● The task: Each record beneath this line is to be copied exactly.

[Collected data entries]
════════════════════

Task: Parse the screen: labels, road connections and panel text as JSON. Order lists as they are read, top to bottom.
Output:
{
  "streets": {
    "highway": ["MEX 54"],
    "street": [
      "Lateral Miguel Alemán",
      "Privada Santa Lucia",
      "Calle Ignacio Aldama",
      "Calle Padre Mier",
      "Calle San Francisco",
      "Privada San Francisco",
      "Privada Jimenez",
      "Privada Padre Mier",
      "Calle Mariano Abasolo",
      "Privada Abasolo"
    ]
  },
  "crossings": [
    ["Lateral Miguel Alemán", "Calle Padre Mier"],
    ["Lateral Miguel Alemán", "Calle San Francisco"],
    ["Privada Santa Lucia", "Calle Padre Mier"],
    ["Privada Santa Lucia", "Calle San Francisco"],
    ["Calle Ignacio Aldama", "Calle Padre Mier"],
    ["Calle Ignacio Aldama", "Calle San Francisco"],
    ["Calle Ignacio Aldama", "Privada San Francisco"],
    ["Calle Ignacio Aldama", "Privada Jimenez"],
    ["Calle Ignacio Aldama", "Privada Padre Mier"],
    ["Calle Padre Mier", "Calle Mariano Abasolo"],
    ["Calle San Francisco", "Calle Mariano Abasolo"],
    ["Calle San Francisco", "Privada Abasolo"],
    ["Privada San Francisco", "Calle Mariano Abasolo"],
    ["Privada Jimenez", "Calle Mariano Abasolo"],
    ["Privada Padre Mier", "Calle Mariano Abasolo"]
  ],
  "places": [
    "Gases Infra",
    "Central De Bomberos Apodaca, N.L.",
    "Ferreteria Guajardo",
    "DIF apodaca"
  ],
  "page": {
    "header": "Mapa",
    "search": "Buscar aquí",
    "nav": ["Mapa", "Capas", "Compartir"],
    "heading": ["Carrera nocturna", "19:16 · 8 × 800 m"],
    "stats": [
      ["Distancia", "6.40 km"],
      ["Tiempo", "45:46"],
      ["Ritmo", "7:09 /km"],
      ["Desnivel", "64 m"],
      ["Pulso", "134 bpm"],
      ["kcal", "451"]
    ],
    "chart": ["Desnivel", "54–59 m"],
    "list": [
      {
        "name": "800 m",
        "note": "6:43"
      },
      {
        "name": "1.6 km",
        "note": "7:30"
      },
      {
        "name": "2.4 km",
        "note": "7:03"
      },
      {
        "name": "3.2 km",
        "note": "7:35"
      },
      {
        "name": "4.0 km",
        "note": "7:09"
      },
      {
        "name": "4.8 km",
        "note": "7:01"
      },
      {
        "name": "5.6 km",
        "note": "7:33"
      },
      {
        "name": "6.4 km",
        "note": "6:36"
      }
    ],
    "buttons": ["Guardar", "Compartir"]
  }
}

════════════════════

● Result of this task:
Task: Parse the screen: labels, road connections and panel text as JSON. Order lists as they are read, top to bottom.
Output:
{
  "streets": {
    "highway": ["MEX 54"],
    "street": [
      "Lateral Miguel Alemán",
      "Privada Santa Lucia",
      "Calle Ignacio Aldama",
      "Calle Padre Mier",
      "Calle San Francisco",
      "Privada San Francisco",
      "Privada Jimenez",
      "Privada Padre Mier",
      "Calle Mariano Abasolo",
      "Privada Abasolo"
    ]
  },
  "crossings": [
    ["Lateral Miguel Alemán", "Calle Padre Mier"],
    ["Lateral Miguel Alemán", "Calle San Francisco"],
    ["Privada Santa Lucia", "Calle Padre Mier"],
    ["Privada Santa Lucia", "Calle San Francisco"],
    ["Calle Ignacio Aldama", "Calle Padre Mier"],
    ["Calle Ignacio Aldama", "Calle San Francisco"],
    ["Calle Ignacio Aldama", "Privada San Francisco"],
    ["Calle Ignacio Aldama", "Privada Jimenez"],
    ["Calle Ignacio Aldama", "Privada Padre Mier"],
    ["Calle Padre Mier", "Calle Mariano Abasolo"],
    ["Calle San Francisco", "Calle Mariano Abasolo"],
    ["Calle San Francisco", "Privada Abasolo"],
    ["Privada San Francisco", "Calle Mariano Abasolo"],
    ["Privada Jimenez", "Calle Mariano Abasolo"],
    ["Privada Padre Mier", "Calle Mariano Abasolo"]
  ],
  "places": [
    "Gases Infra",
    "Central De Bomberos Apodaca, N.L.",
    "Ferreteria Guajardo",
    "DIF apodaca"
  ],
  "page": {
    "header": "Mapa",
    "search": "Buscar aquí",
    "nav": ["Mapa", "Capas", "Compartir"],
    "heading": ["Carrera nocturna", "19:16 · 8 × 800 m"],
    "stats": [
      ["Distancia", "6.40 km"],
      ["Tiempo", "45:46"],
      ["Ritmo", "7:09 /km"],
      ["Desnivel", "64 m"],
      ["Pulso", "134 bpm"],
      ["kcal", "451"]
    ],
    "chart": ["Desnivel", "54–59 m"],
    "list": [
      {
        "name": "800 m",
        "note": "6:43"
      },
      {
        "name": "1.6 km",
        "note": "7:30"
      },
      {
        "name": "2.4 km",
        "note": "7:03"
      },
      {
        "name": "3.2 km",
        "note": "7:35"
      },
      {
        "name": "4.0 km",
        "note": "7:09"
      },
      {
        "name": "4.8 km",
        "note": "7:01"
      },
      {
        "name": "5.6 km",
        "note": "7:33"
      },
      {
        "name": "6.4 km",
        "note": "6:36"
      }
    ],
    "buttons": ["Guardar", "Compartir"]
  }
}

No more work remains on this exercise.